Notice
- Type de publication : Chapitre d’ouvrage
- Ouvrage : Théâtre de femmes de l’Ancien Régime. Tome III. xviie-xviiie siècles
- Pages : 177 à 179
- Collection : Bibliothèque du xviie siècle, n° 47
- Série : Théâtre, n° 9
Notice
Mme Ulrich est probablement née autour de 1665. Fille d’un des Vingt-quatre Violons1 du roi, elle reçut de son père, comme la plupart des enfants de sa condition, une solide éducation artistique : ses talents pour la danse et la musique ainsi que son physique agréable la destinaient à suivre une carrière dans le monde du théâtre ou de l’opéra, et peut-être figura-t-elle, encore enfant, dans les comédies-ballets de Molière et Lully, où jouait son père.
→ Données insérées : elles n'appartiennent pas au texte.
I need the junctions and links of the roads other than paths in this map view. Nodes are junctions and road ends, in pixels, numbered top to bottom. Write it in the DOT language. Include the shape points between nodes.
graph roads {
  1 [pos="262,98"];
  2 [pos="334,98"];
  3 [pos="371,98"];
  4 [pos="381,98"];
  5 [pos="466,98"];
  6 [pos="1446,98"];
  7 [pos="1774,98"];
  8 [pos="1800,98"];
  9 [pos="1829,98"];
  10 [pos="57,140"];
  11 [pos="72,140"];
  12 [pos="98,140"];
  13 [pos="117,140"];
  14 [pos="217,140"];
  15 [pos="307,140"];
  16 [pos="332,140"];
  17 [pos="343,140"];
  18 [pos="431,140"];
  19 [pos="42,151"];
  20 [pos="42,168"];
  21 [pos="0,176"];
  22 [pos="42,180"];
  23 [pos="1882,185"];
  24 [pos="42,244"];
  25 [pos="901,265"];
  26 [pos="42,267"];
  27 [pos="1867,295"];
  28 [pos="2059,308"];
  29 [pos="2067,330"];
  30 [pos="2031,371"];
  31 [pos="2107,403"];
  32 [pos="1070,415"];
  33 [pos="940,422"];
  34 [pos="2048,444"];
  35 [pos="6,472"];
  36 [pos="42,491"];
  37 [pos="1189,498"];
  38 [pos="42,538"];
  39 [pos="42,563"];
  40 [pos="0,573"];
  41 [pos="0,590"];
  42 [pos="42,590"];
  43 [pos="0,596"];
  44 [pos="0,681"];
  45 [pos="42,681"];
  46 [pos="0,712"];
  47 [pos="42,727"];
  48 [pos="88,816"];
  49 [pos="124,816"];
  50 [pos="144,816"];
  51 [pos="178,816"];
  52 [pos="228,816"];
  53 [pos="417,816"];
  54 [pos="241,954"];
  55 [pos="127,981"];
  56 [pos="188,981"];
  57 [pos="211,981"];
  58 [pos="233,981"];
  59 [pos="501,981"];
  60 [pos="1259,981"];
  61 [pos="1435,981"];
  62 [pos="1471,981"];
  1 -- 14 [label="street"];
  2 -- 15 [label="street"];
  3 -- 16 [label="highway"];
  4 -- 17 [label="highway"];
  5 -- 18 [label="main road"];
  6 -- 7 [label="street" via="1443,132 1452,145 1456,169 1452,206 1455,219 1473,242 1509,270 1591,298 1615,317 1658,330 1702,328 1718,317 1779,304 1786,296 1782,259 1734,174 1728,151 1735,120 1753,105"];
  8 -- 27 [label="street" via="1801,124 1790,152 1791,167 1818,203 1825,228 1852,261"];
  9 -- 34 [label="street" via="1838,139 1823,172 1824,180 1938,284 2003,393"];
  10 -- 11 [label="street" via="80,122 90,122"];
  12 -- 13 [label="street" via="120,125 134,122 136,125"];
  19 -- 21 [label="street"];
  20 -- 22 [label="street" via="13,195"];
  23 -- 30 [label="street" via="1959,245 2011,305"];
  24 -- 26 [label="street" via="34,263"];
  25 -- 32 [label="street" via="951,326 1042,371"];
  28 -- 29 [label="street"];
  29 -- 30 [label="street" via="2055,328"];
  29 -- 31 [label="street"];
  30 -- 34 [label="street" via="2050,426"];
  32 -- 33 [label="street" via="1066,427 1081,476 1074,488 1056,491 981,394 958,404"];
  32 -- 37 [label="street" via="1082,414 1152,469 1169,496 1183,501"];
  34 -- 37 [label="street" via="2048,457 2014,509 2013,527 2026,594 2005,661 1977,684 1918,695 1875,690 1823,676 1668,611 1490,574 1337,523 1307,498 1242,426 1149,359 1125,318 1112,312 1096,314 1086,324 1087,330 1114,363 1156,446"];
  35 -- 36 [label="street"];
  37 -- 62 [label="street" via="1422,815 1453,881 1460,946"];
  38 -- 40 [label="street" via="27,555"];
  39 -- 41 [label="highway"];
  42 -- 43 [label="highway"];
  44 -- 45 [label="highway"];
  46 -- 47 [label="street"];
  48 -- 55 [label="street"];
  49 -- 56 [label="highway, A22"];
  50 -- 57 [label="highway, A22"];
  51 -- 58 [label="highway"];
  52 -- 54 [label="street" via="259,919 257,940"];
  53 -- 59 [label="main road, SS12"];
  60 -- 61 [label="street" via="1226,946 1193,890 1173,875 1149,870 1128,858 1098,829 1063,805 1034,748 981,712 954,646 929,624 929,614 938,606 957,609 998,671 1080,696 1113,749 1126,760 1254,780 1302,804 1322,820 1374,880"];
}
C’est en tout cas ce que laisse suggérer l’ouvrage Le Pluton maltôtier, pamphlet satirique qui retraça, en 1708, sa vie scandaleuse, et qui reste la seule source, à user avec prudence, sur la jeunesse de Mme Ulrich. D’après ce texte, le décès de son père mit la famille en difficultés, contraignant la mère, en charge de plusieurs enfants, à mettre les plus âgés en apprentissage.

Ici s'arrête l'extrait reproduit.